Bilecik’te acemi birliğimi yaparken E-5 kışlada eğitim alanımızın görüş açısındaydı. Ben bol bol otobüs seyrederdim aralarda.

Manisa Kırkağaçtaki usta birliğimde nöbetimi 18-20 ye yazdırdım ki tel örgünün dışındaki yoldan geçen araçları seyredeyim ve onlarla gideyim isterdim. Ne şoför, ne muavin, ne de diğer yolcular fark ederdi bazen boş bir koltuğa oturup gittiğim olurdu hayalimde durdurduğum arabalara.

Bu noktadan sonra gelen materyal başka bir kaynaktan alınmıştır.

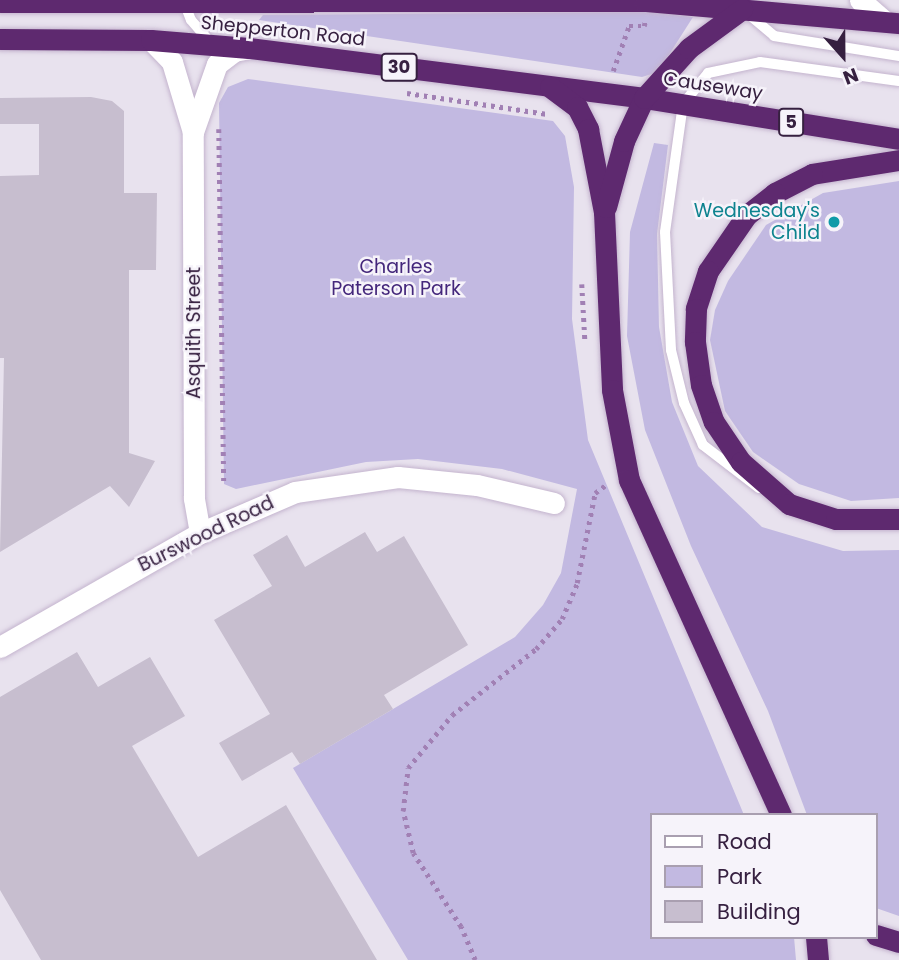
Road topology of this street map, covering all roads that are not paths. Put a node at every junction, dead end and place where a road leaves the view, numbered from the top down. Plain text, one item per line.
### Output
1 (860, 0) edge
2 (184, 1) edge
3 (645, 1) edge
4 (0, 2) edge
5 (743, 9) junction
6 (894, 21) edge
7 (0, 39) edge
8 (151, 40) junction
9 (215, 46) junction
10 (249, 48) junction
11 (899, 56) edge
12 (899, 81) edge
13 (548, 86) junction
14 (644, 98) junction
15 (683, 104) junction
16 (193, 132) junction
17 (899, 139) edge
18 (899, 160) edge
19 (604, 212) junction
20 (554, 503) dead end
21 (789, 504) junction
22 (899, 519) edge
23 (200, 533) junction
24 (0, 647) edge
25 (780, 813) edge
26 (878, 936) edge
27 (816, 939) edge
28 (899, 942) edge
29 (818, 960) edge

1 - 6 street
2 - 3 highway, Shepperton Road
2 - 4 highway, Shepperton Road
2 - 9 lane
3 - 5 highway, Shepperton Road
5 - 6 highway
5 - 11 lane
5 - 14 highway
7 - 8 highway, Shepperton Road / 30
8 - 9 highway, Shepperton Road / 30
8 - 16 street, Asquith Street
9 - 10 highway, Shepperton Road / 30
10 - 13 highway, Shepperton Road / 30
10 - 16 street, Asquith Street
12 - 15 lane
13 - 14 highway, Shepperton Road / 30
13 - 19 highway
14 - 15 highway, Causeway / 5
14 - 19 highway
15 - 17 highway, Causeway / 5
15 - 21 lane
16 - 23 street, Asquith Street
18 - 21 highway
19 - 25 highway
20 - 23 street, Burswood Road
21 - 22 highway
23 - 24 street, Burswood Road
26 - 28 highway
27 - 29 highway

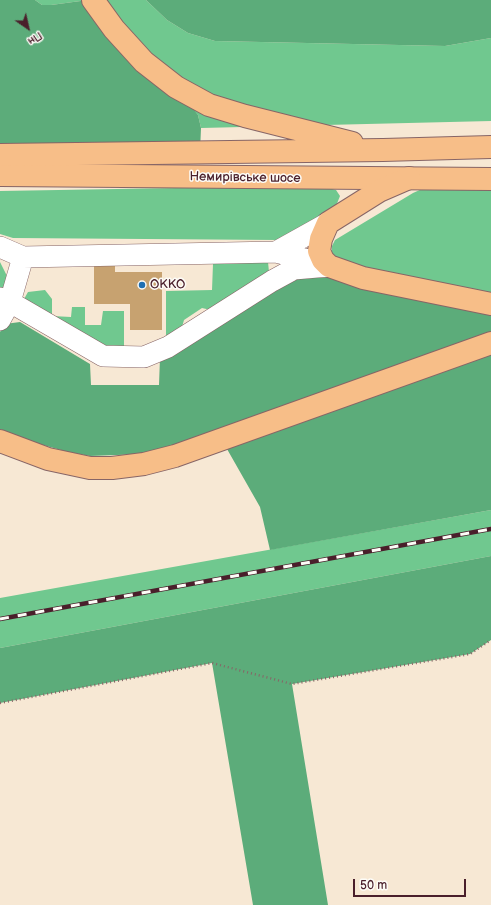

Gebze’de çok defa üst geçitten E-5’te yolculuk hallerini fotoğraflamışımdır. Hatta Gebze yıllarımda oturduğum evlerden biri E-5 yakınındaydı. İlk zamanlar evin balkonundan seyredebiliyordum, lakin sonra yeni yapılan çok katlı binalar bu zevkimi engelledi. İzmit’te ev tutarken yola yakın olmalı benim yaşayacağım yer deyip otogara yakın bir ev denk getirdik. Sonra kendi evimizi alırken yine aynı semtten ama bu kadar da otoban içinde olacağını düşünmedik tesadüfen oldu. Her gelip geçenle aylak olunca biraz yolculuk etme keyfini yaşıyorum ben de.  Hatta kamyonlar korna yapınca

-Bu bizim Ahmet bacanak olabilir, deyip.

Aleykümselam, sana da hayırlı yolculuklar beya, diyorum.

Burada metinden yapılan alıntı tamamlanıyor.